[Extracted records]

════════

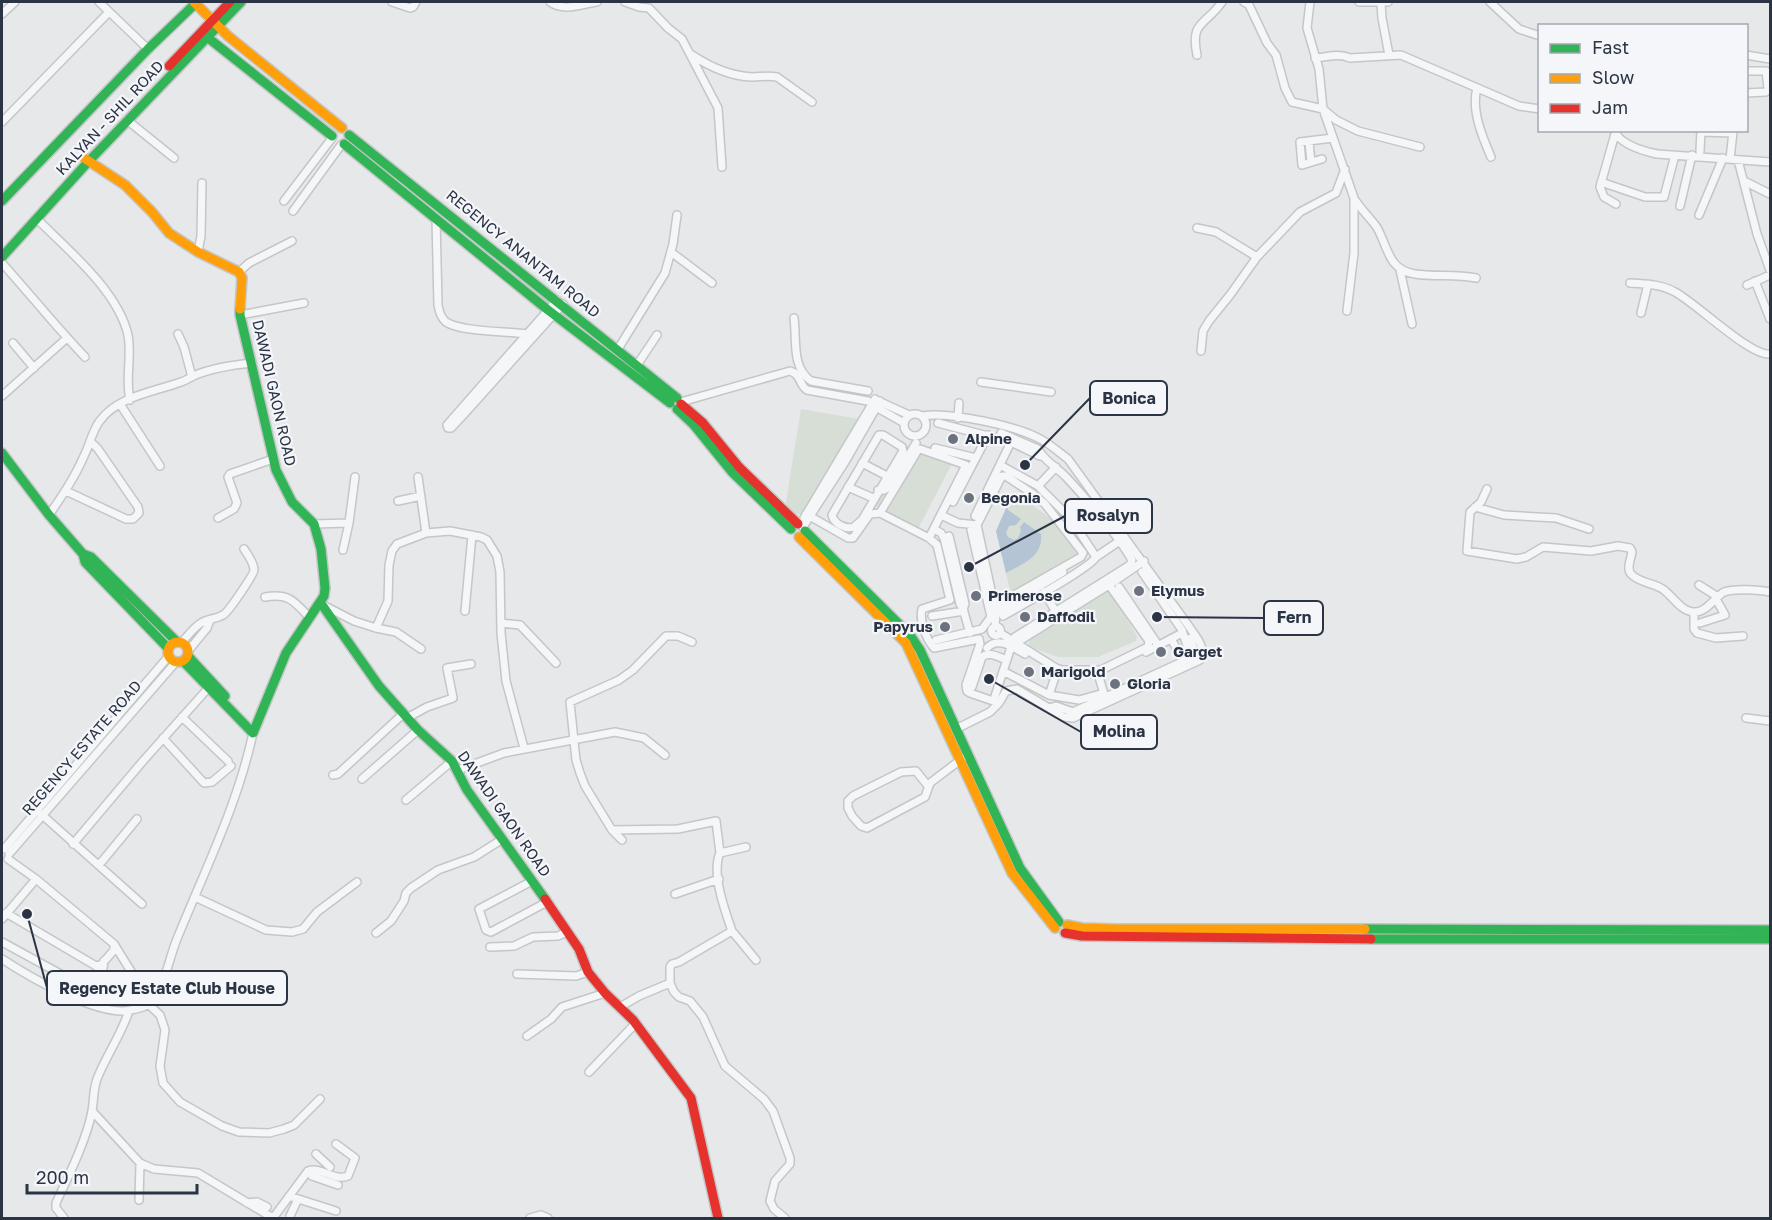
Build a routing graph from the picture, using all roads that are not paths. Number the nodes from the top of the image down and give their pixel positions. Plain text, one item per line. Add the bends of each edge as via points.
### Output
1 (15, 2) edge
2 (99, 2) edge
3 (230, 2) edge
4 (241, 2) edge
5 (392, 2) edge
6 (416, 2) edge
7 (550, 2) edge
8 (597, 2) edge
9 (625, 2) edge
10 (1222, 2) edge
11 (1244, 2) edge
12 (1310, 2) edge
13 (1359, 2) edge
14 (1384, 2) edge
15 (1490, 2) edge
16 (190, 3) edge
17 (647, 5) edge
18 (109, 12) junction
19 (2, 14) edge
20 (214, 24) junction
21 (228, 36) junction
22 (1538, 36) edge
23 (207, 37) junction
24 (220, 46) junction
25 (148, 49) junction
26 (690, 53) junction
27 (1197, 55) dead end
28 (1389, 55) junction
29 (1748, 55) edge
30 (1315, 58) junction
31 (1770, 58) edge
32 (1748, 71) edge
33 (276, 75) junction
34 (268, 84) junction
35 (1477, 88) junction
36 (1748, 93) edge
37 (812, 102) dead end
38 (1323, 109) junction
39 (1538, 109) edge
40 (3, 116) edge
41 (128, 120) junction
42 (342, 128) junction
43 (1615, 132) edge
44 (1701, 132) edge
45 (1733, 132) edge
46 (350, 135) junction
47 (332, 137) junction
48 (1333, 138) junction
49 (343, 145) junction
50 (1420, 147) dead end
51 (1700, 151) dead end
52 (1676, 154) junction
53 (1692, 155) junction
54 (1491, 157) dead end
55 (174, 158) dead end
56 (1322, 159) dead end
57 (1730, 159) junction
58 (86, 160) junction
59 (1770, 162) edge
60 (722, 167) dead end
61 (1345, 169) junction
62 (397, 172) junction
63 (389, 181) junction
64 (1744, 181) junction
65 (1601, 182) junction
66 (202, 183) dead end
67 (1770, 194) edge
68 (429, 198) junction
69 (1354, 198) junction
70 (2, 201) edge
71 (284, 201) dead end
72 (1616, 204) dead end
73 (1680, 206) dead end
74 (421, 207) junction
75 (293, 211) dead end
76 (677, 215) dead end
77 (1699, 215) dead end
78 (37, 219) junction
79 (436, 219) junction
80 (1197, 228) dead end
81 (292, 242) dead end
82 (2, 247) edge
83 (1770, 249) edge
84 (1762, 250) junction
85 (198, 252) junction
86 (671, 252) junction
87 (2, 257) edge
88 (1257, 257) junction
89 (2, 263) edge
90 (1400, 270) junction
91 (239, 272) junction
92 (1770, 272) edge
93 (1476, 278) dead end
94 (1755, 281) junction
95 (712, 283) dead end
96 (1630, 283) dead end
97 (1648, 284) junction
98 (1747, 285) dead end
99 (560, 302) junction
100 (304, 303) dead end
101 (1768, 308) edge
102 (1347, 311) dead end
103 (551, 312) junction
104 (1756, 312) dead end
105 (1641, 313) dead end
106 (240, 315) junction
107 (794, 318) dead end
108 (1770, 319) edge
109 (1412, 324) dead end
110 (178, 334) dead end
111 (527, 334) junction
112 (657, 335) dead end
113 (67, 338) junction
114 (13, 343) dead end
115 (618, 350) junction
116 (1201, 351) dead end
117 (1770, 354) edge
118 (85, 357) dead end
119 (252, 363) junction
120 (637, 365) junction
121 (34, 368) junction
122 (796, 370) junction
123 (192, 376) junction
124 (981, 382) dead end
125 (868, 391) dead end
126 (1051, 392) dead end
127 (2, 396) edge
128 (130, 400) junction
129 (959, 402) dead end
130 (874, 403) junction
131 (120, 404) junction
132 (677, 404) junction
133 (909, 415) junction
134 (922, 416) junction
135 (958, 418) junction
136 (903, 423) junction
137 (938, 423) dead end
138 (1002, 431) junction
139 (988, 435) junction
140 (90, 441) junction
141 (1011, 442) junction
142 (917, 443) junction
143 (934, 448) dead end
144 (2, 453) edge
145 (1040, 456) junction
146 (976, 458) junction
147 (273, 459) junction
148 (862, 463) junction
149 (1000, 465) junction
150 (160, 466) dead end
151 (1056, 467) junction
152 (886, 476) junction
153 (355, 477) dead end
154 (418, 477) dead end
155 (1038, 486) junction
156 (848, 487) junction
157 (1486, 489) dead end
158 (878, 490) junction
159 (66, 491) junction
160 (421, 496) junction
161 (873, 498) junction
162 (398, 501) dead end
163 (1090, 503) junction
164 (1475, 507) junction
165 (949, 509) dead end
166 (880, 513) junction
167 (808, 515) junction
168 (941, 515) junction
169 (49, 516) junction
170 (975, 516) dead end
171 (218, 518) dead end
172 (1071, 519) junction
173 (314, 524) junction
174 (349, 524) junction
175 (974, 528) junction
176 (799, 529) junction
177 (934, 529) junction
178 (1590, 529) dead end
179 (426, 533) junction
180 (472, 535) junction
181 (949, 536) dead end
182 (929, 538) junction
183 (1118, 542) junction
184 (244, 549) dead end
185 (343, 550) dead end
186 (1096, 557) junction
187 (1144, 561) junction
188 (1081, 569) junction
189 (1142, 572) dead end
190 (1109, 585) junction
191 (1699, 585) dead end
192 (1119, 587) dead end
193 (1044, 591) junction
194 (1770, 592) edge
195 (265, 597) dead end
196 (1717, 598) junction
197 (321, 604) junction
198 (963, 610) junction
199 (465, 611) dead end
200 (998, 612) junction
201 (1056, 612) junction
202 (1694, 612) junction
203 (932, 616) dead end
204 (310, 618) junction
205 (501, 623) junction
206 (1700, 624) dead end
207 (376, 628) junction
208 (996, 631) junction
209 (970, 633) junction
210 (1182, 633) junction
211 (1743, 636) dead end
212 (1191, 638) junction
213 (979, 639) junction
214 (1172, 639) junction
215 (692, 642) dead end
216 (1014, 642) junction
217 (935, 644) junction
218 (1158, 645) junction
219 (987, 648) dead end
220 (421, 649) dead end
221 (179, 653) junction
222 (919, 658) junction
223 (1007, 660) junction
224 (1184, 661) junction
225 (556, 663) dead end
226 (471, 664) dead end
227 (1003, 671) junction
228 (1057, 671) junction
229 (1098, 674) junction
230 (211, 685) junction
231 (972, 687) dead end
232 (1049, 695) junction
233 (1105, 695) junction
234 (995, 696) dead end
235 (999, 703) junction
236 (1049, 708) junction
237 (405, 716) junction
238 (182, 717) junction
239 (1746, 718) dead end
240 (1770, 721) edge
241 (956, 729) junction
242 (254, 730) junction
243 (418, 730) junction
244 (104, 731) junction
245 (111, 737) junction
246 (163, 738) junction
247 (576, 739) junction
248 (524, 748) junction
249 (665, 755) dead end
250 (964, 758) junction
251 (452, 761) junction
252 (458, 770) junction
253 (333, 775) dead end
254 (363, 779) dead end
255 (928, 786) junction
256 (406, 800) dead end
257 (36, 810) junction
258 (44, 816) junction
259 (137, 819) dead end
260 (612, 830) junction
261 (501, 840) junction
262 (622, 840) dead end
263 (74, 844) junction
264 (746, 847) dead end
265 (720, 854) junction
266 (4, 857) edge
267 (99, 865) junction
268 (36, 879) junction
269 (719, 879) junction
270 (532, 881) junction
271 (357, 882) dead end
272 (675, 894) dead end
273 (195, 897) junction
274 (547, 902) junction
275 (142, 904) dead end
276 (4, 916) edge
277 (1770, 930) edge
278 (732, 931) junction
279 (567, 932) junction
280 (376, 933) dead end
281 (1671, 935) junction
282 (1770, 939) edge
283 (2, 942) edge
284 (114, 947) junction
285 (490, 947) dead end
286 (2, 959) edge
287 (756, 960) dead end
288 (104, 961) junction
289 (96, 966) junction
290 (588, 972) junction
291 (517, 974) dead end
292 (670, 983) junction
293 (86, 988) junction
294 (98, 989) junction
295 (605, 993) junction
296 (148, 1004) junction
297 (620, 1006) junction
298 (129, 1011) junction
299 (636, 1023) junction
300 (527, 1036) dead end
301 (589, 1072) dead end
302 (320, 1099) dead end
303 (92, 1111) junction
304 (336, 1144) dead end
305 (316, 1154) dead end
306 (140, 1163) junction
307 (328, 1171) junction
308 (312, 1176) dead end
309 (338, 1185) dead end
310 (289, 1196) junction
311 (298, 1199) junction
312 (139, 1200) dead end
313 (247, 1203) junction
314 (267, 1206) dead end
315 (279, 1211) junction
316 (336, 1211) dead end
317 (292, 1217) edge
318 (64, 1218) edge
319 (273, 1218) edge
320 (530, 1218) edge
321 (548, 1218) edge
322 (718, 1218) edge
323 (785, 1218) edge

1 - 19 street
2 - 18 street
3 - 20 street, KALYAN - SHIL ROAD
4 - 20 street, KALYAN - SHIL ROAD
5 - 6 street via 410,8
7 - 8 street via 564,7
9 - 17 street via 639,7
10 - 27 street via 1194,33
11 - 38 street via 1276,55 1289,99
12 - 30 street via 1307,28
13 - 14 street
14 - 28 street via 1382,18
15 - 22 street via 1519,29
16 - 20 street
16 - 25 street
17 - 26 street via 682,39
18 - 25 street
18 - 40 street
20 - 21 street
20 - 23 street, KALYAN - SHIL ROAD
20 - 24 street
20 - 58 street, KALYAN - SHIL ROAD
21 - 24 street
21 - 33 street
23 - 24 street
23 - 41 street, KALYAN - SHIL ROAD
24 - 34 street
25 - 70 street
26 - 37 street via 727,72 777,77
26 - 60 street via 718,108
28 - 30 street
28 - 35 street via 1410,58
29 - 31 street
30 - 38 street
32 - 36 street via 1766,71 1768,89
33 - 34 street
33 - 42 street
34 - 47 street
35 - 39 street via 1520,106
35 - 54 street via 1474,102
38 - 48 street
38 - 50 street via 1358,131
41 - 55 street
41 - 58 street, KALYAN - SHIL ROAD
42 - 46 street
42 - 47 street via 334,130
43 - 52 street via 1642,150
43 - 65 street
44 - 51 street
45 - 57 street
46 - 49 street
46 - 62 street, REGENCY ANANTAM ROAD
47 - 49 street
47 - 71 street
48 - 56 street via 1300,142 1301,164
48 - 61 street
49 - 63 street, REGENCY ANANTAM ROAD
49 - 75 street
52 - 53 street
52 - 65 street via 1664,197 1645,196
53 - 57 street
53 - 73 street
57 - 59 street
57 - 64 street
57 - 77 street
58 - 78 street, KALYAN - SHIL ROAD
58 - 82 street, KALYAN - SHIL ROAD
58 - 85 street via 125,185 169,233
61 - 69 street
61 - 88 street via 1336,193 1300,212
62 - 63 street
62 - 68 street, REGENCY ANANTAM ROAD
63 - 74 street, REGENCY ANANTAM ROAD
64 - 67 street
64 - 84 street
65 - 72 street via 1604,197
66 - 85 street
68 - 74 street
68 - 99 street, REGENCY ANANTAM ROAD
69 - 90 street
69 - 102 street via 1354,253
74 - 79 street, REGENCY ANANTAM ROAD
76 - 86 street
78 - 87 street, KALYAN - SHIL ROAD
78 - 128 street via 95,279 122,318 128,335
79 - 103 street, REGENCY ANANTAM ROAD
79 - 111 street via 438,305 442,317 462,327
80 - 88 street via 1216,232
81 - 91 street
83 - 84 street
84 - 92 street
85 - 91 street
86 - 95 street
86 - 115 street via 665,273
88 - 116 street via 1203,331
89 - 113 street
90 - 93 street
90 - 109 street
91 - 106 street, DAWADI GAON ROAD
92 - 94 street
94 - 98 street
94 - 101 street
96 - 97 street
97 - 105 street
97 - 117 street via 1677,293 1750,348
99 - 103 street
99 - 115 street, REGENCY ANANTAM ROAD
100 - 106 street
101 - 104 street
101 - 108 street
103 - 111 street
103 - 111 street via 463,411
103 - 132 street, REGENCY ANANTAM ROAD
106 - 119 street, DAWADI GAON ROAD
107 - 122 street
110 - 123 street
112 - 120 street
113 - 118 street
113 - 121 street
114 - 121 street
115 - 120 street, REGENCY ANANTAM ROAD
119 - 123 street
119 - 147 street, DAWADI GAON ROAD
120 - 132 street, REGENCY ANANTAM ROAD
121 - 127 street
122 - 125 street via 811,381
122 - 130 street via 807,390
122 - 132 street
123 - 128 street
124 - 126 street
128 - 131 street
129 - 135 street
130 - 133 street
130 - 136 street
130 - 167 street
131 - 140 street via 100,420
131 - 150 street
132 - 176 street via 694,412 706,424 731,458
133 - 134 street
133 - 136 street
134 - 135 street
134 - 142 street via 926,428
135 - 138 street
136 - 142 street
137 - 139 street
138 - 145 street via 1038,448
138 - 187 street via 1017,429 1042,440 1068,459
139 - 141 street
139 - 146 street
140 - 159 street
140 - 159 street via 139,513 126,519
141 - 145 street
141 - 149 street
142 - 158 street via 890,486
142 - 166 street
142 - 168 street via 966,465
143 - 146 street
144 - 169 street
145 - 151 street
146 - 165 street
147 - 171 street via 230,474 229,484 237,503
147 - 173 street, DAWADI GAON ROAD via 292,502
148 - 152 street
148 - 152 street via 877,437 883,435 904,449
148 - 156 street
149 - 155 street
149 - 170 street
151 - 155 street
151 - 163 street
152 - 158 street
153 - 174 street
154 - 160 street
155 - 172 street
156 - 161 street
156 - 161 street via 832,516 844,527 858,524
157 - 164 street
158 - 161 street
159 - 169 street
160 - 162 street
160 - 179 street
163 - 172 street
163 - 183 street
164 - 178 street via 1504,515 1556,518
164 - 202 street via 1470,512 1467,551 1517,559 1543,547 1591,551 1630,548 1630,573
166 - 167 street via 870,514 851,539
166 - 182 street
167 - 176 street
168 - 175 street
168 - 177 street
169 - 221 street
172 - 186 street
173 - 174 street
173 - 197 street via 325,588
174 - 185 street
175 - 200 street
175 - 200 street via 1002,476 1006,476 1045,504 1083,553
175 - 209 street via 992,614 986,626
176 - 222 street via 910,635
177 - 182 street
177 - 198 street via 943,534
179 - 180 street via 450,531
179 - 207 street via 397,544 392,551 388,601
180 - 199 street
180 - 205 street via 487,540 497,556
181 - 198 street via 965,604
182 - 217 street via 937,545 950,600 920,611 928,639
183 - 186 street
183 - 201 street via 1131,564
184 - 221 street via 254,567 253,577 240,590 228,612 201,623
186 - 188 street
187 - 190 street
187 - 212 street
188 - 193 street
188 - 200 street via 1075,565
189 - 210 street
190 - 216 street
190 - 216 street via 1149,641 1148,647 1101,670 1062,670
191 - 196 street
192 - 218 street
193 - 200 street
193 - 201 street
194 - 196 street via 1733,590
195 - 204 street via 282,595
196 - 202 street
196 - 206 street via 1725,615
197 - 204 street
197 - 207 street
197 - 237 street, DAWADI GAON ROAD
198 - 203 street
198 - 209 street
200 - 208 street
201 - 216 street
202 - 211 street via 1697,633 1716,638
204 - 242 street via 286,653
205 - 225 street via 520,625
205 - 248 street via 506,681
207 - 220 street via 396,632
208 - 213 street
208 - 216 street
209 - 217 street
210 - 214 street
210 - 224 street via 1188,649
212 - 224 street via 1196,654
212 - 236 street via 1202,650 1200,660 1077,717 1064,717
213 - 217 street
213 - 235 street via 965,688
214 - 218 street
214 - 224 street
215 - 247 street via 666,636 619,680 572,700
216 - 219 street via 997,642
216 - 223 street
216 - 228 street
217 - 222 street
218 - 229 street
221 - 230 street
221 - 244 street, REGENCY ESTATE ROAD
221 - 245 street, REGENCY ESTATE ROAD
222 - 241 street
222 - 250 street
223 - 227 street
223 - 231 street via 985,654
224 - 233 street
226 - 237 street via 447,668 453,698
227 - 232 street
227 - 234 street
228 - 229 street
228 - 232 street
229 - 233 street
230 - 238 street
230 - 242 street
232 - 233 street via 1079,700
233 - 236 street via 1074,712 1056,706
235 - 236 street via 1004,693 1012,689
235 - 241 street via 990,712
237 - 243 street, DAWADI GAON ROAD
237 - 253 street
238 - 246 street
238 - 246 street via 230,763 212,782 204,783
239 - 240 street
241 - 250 street
242 - 273 street via 247,763
243 - 251 street, DAWADI GAON ROAD
243 - 254 street
244 - 245 street
244 - 257 street, REGENCY ESTATE ROAD
245 - 258 street, REGENCY ESTATE ROAD
246 - 263 street
247 - 248 street
247 - 249 street via 615,732 644,738
247 - 260 street via 576,760 585,786
248 - 252 street
250 - 255 street
250 - 281 street via 1012,873 1062,927 1117,933
251 - 252 street, DAWADI GAON ROAD
251 - 256 street
252 - 261 street, DAWADI GAON ROAD
255 - 255 street via 924,797 867,828 848,808 853,796 901,772 916,771
257 - 258 street
257 - 266 street, REGENCY ESTATE ROAD
258 - 263 street
258 - 266 street, REGENCY ESTATE ROAD
259 - 267 street
260 - 262 street
260 - 265 street via 678,829 716,821
261 - 270 street, DAWADI GAON ROAD
261 - 280 street via 474,857 438,870 411,888 391,921
263 - 267 street
264 - 265 street
265 - 269 street via 716,862
266 - 268 street
267 - 275 street
268 - 276 street
268 - 284 street
269 - 272 street
269 - 278 street
270 - 274 street, DAWADI GAON ROAD
270 - 274 street via 479,909 486,930 490,932
271 - 273 street via 317,912 303,929 292,933 266,930
273 - 296 street via 166,975
274 - 279 street, DAWADI GAON ROAD
276 - 289 street
277 - 281 street
278 - 287 street
278 - 292 street via 672,964
279 - 285 street via 533,937 514,946
279 - 290 street, DAWADI GAON ROAD
281 - 282 street
283 - 293 street
284 - 288 street
284 - 294 street via 132,976 115,998
286 - 298 street via 81,1001
288 - 289 street
288 - 294 street
289 - 293 street via 98,972
290 - 291 street via 576,976
290 - 295 street, DAWADI GAON ROAD
292 - 297 street
292 - 323 street via 674,992 690,1001 703,1017 725,1066 773,1111 790,1164 775,1181 770,1201
293 - 294 street via 88,992
295 - 297 street, DAWADI GAON ROAD
295 - 300 street via 562,1007
296 - 298 street
296 - 302 street via 164,1022 160,1066 163,1083 180,1102 222,1126 239,1132 284,1129 294,1125
297 - 299 street, DAWADI GAON ROAD
298 - 303 street via 96,1083
299 - 301 street
299 - 322 street, DAWADI GAON ROAD via 691,1098
303 - 306 street
303 - 318 street via 56,1203
304 - 307 street via 356,1160 345,1177 338,1178
305 - 307 street
306 - 312 street
306 - 313 street via 154,1169 198,1173
307 - 308 street
307 - 309 street
307 - 310 street via 308,1171
310 - 311 street
310 - 315 street
311 - 316 street
311 - 317 street
313 - 314 street
313 - 319 street
315 - 317 street
315 - 319 street
320 - 321 street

════════

§ Work order
What is needed is a copy of every line above in which "SHIL" appears.

§ Exercise solution
3 - 20 street, KALYAN - SHIL ROAD
4 - 20 street, KALYAN - SHIL ROAD
20 - 23 street, KALYAN - SHIL ROAD
20 - 58 street, KALYAN - SHIL ROAD
23 - 41 street, KALYAN - SHIL ROAD
41 - 58 street, KALYAN - SHIL ROAD
58 - 78 street, KALYAN - SHIL ROAD
58 - 82 street, KALYAN - SHIL ROAD
78 - 87 street, KALYAN - SHIL ROAD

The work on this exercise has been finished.